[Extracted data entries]
[Start of section]
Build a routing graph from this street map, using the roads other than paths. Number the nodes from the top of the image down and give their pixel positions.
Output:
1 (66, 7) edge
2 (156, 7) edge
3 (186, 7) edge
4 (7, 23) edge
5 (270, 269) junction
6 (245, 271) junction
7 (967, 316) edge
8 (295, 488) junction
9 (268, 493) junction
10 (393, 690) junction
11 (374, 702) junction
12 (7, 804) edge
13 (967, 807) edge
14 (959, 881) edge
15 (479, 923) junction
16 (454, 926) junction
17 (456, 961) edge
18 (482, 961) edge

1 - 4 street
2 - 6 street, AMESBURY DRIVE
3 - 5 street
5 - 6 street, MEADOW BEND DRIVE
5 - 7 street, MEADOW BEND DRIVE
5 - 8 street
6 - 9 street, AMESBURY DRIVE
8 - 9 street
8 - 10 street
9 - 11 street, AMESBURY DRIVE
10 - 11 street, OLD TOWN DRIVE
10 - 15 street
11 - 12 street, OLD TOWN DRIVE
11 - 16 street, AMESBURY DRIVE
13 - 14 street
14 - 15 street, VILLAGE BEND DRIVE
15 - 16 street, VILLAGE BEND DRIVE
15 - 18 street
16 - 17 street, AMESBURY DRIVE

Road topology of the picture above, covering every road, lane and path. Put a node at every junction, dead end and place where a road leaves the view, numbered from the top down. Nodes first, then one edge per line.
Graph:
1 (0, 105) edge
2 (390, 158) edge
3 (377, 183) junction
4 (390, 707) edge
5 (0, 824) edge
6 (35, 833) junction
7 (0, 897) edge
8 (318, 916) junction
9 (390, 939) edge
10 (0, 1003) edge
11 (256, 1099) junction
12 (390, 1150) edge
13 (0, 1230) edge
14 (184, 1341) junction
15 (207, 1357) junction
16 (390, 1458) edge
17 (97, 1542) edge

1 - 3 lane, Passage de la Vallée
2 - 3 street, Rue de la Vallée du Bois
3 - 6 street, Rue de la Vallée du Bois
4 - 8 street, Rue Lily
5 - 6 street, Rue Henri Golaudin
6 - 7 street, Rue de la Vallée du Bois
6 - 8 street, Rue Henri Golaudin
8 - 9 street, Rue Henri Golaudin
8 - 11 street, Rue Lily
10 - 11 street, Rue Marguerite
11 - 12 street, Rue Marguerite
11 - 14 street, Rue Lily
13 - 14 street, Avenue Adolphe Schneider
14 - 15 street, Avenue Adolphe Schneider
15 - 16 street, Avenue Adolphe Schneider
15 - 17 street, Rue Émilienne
[End of section]
● Task requirements: A word-for-word restatement of every record above is expected.

● The completed task:
Build a routing graph from this street map, using the roads other than paths. Number the nodes from the top of the image down and give their pixel positions.
Output:
1 (66, 7) edge
2 (156, 7) edge
3 (186, 7) edge
4 (7, 23) edge
5 (270, 269) junction
6 (245, 271) junction
7 (967, 316) edge
8 (295, 488) junction
9 (268, 493) junction
10 (393, 690) junction
11 (374, 702) junction
12 (7, 804) edge
13 (967, 807) edge
14 (959, 881) edge
15 (479, 923) junction
16 (454, 926) junction
17 (456, 961) edge
18 (482, 961) edge

1 - 4 street
2 - 6 street, AMESBURY DRIVE
3 - 5 street
5 - 6 street, MEADOW BEND DRIVE
5 - 7 street, MEADOW BEND DRIVE
5 - 8 street
6 - 9 street, AMESBURY DRIVE
8 - 9 street
8 - 10 street
9 - 11 street, AMESBURY DRIVE
10 - 11 street, OLD TOWN DRIVE
10 - 15 street
11 - 12 street, OLD TOWN DRIVE
11 - 16 street, AMESBURY DRIVE
13 - 14 street
14 - 15 street, VILLAGE BEND DRIVE
15 - 16 street, VILLAGE BEND DRIVE
15 - 18 street
16 - 17 street, AMESBURY DRIVE

Road topology of the picture above, covering every road, lane and path. Put a node at every junction, dead end and place where a road leaves the view, numbered from the top down. Nodes first, then one edge per line.
Graph:
1 (0, 105) edge
2 (390, 158) edge
3 (377, 183) junction
4 (390, 707) edge
5 (0, 824) edge
6 (35, 833) junction
7 (0, 897) edge
8 (318, 916) junction
9 (390, 939) edge
10 (0, 1003) edge
11 (256, 1099) junction
12 (390, 1150) edge
13 (0, 1230) edge
14 (184, 1341) junction
15 (207, 1357) junction
16 (390, 1458) edge
17 (97, 1542) edge

1 - 3 lane, Passage de la Vallée
2 - 3 street, Rue de la Vallée du Bois
3 - 6 street, Rue de la Vallée du Bois
4 - 8 street, Rue Lily
5 - 6 street, Rue Henri Golaudin
6 - 7 street, Rue de la Vallée du Bois
6 - 8 street, Rue Henri Golaudin
8 - 9 street, Rue Henri Golaudin
8 - 11 street, Rue Lily
10 - 11 street, Rue Marguerite
11 - 12 street, Rue Marguerite
11 - 14 street, Rue Lily
13 - 14 street, Avenue Adolphe Schneider
14 - 15 street, Avenue Adolphe Schneider
15 - 16 street, Avenue Adolphe Schneider
15 - 17 street, Rue Émilienne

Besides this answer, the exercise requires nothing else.